WORK TO COMPLETE → Return, from the material below, each line in which "Doeberlstraße" occurs.

DATA →
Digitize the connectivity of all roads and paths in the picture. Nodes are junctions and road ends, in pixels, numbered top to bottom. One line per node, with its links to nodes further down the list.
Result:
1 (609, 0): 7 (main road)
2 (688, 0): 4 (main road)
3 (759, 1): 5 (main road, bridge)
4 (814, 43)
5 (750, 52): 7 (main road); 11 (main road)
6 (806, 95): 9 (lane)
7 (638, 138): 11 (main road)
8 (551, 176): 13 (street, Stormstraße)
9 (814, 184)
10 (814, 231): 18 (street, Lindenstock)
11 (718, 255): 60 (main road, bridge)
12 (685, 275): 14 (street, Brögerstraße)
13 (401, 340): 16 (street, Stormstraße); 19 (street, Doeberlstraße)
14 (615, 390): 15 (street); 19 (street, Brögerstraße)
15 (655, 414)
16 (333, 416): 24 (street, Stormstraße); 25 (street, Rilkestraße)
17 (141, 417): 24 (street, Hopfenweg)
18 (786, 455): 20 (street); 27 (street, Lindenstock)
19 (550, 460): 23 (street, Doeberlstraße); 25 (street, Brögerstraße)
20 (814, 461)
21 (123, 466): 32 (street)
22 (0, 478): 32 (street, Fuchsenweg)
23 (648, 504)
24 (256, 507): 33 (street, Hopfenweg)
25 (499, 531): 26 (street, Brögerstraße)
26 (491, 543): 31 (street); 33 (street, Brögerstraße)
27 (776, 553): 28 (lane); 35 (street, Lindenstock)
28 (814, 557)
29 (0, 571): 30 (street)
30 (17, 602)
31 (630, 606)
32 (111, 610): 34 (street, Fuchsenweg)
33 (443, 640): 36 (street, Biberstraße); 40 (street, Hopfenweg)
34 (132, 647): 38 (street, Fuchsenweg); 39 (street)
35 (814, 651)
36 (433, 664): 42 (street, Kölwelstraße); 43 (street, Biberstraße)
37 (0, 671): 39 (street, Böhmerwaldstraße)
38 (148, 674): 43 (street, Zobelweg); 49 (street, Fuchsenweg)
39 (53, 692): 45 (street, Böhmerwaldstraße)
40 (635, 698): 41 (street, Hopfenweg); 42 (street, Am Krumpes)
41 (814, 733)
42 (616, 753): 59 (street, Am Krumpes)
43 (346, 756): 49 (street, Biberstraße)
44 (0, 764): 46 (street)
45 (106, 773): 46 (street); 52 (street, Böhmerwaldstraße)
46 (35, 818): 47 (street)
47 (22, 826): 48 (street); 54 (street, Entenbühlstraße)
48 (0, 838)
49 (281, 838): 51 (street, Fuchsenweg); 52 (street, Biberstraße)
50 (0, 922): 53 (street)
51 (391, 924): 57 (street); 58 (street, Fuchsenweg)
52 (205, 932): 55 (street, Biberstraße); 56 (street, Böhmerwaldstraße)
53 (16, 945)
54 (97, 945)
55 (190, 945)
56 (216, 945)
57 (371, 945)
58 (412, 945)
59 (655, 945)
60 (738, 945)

TASK OUTPUT →
13 (401, 340): 16 (street, Stormstraße); 19 (street, Doeberlstraße)
19 (550, 460): 23 (street, Doeberlstraße); 25 (street, Brögerstraße)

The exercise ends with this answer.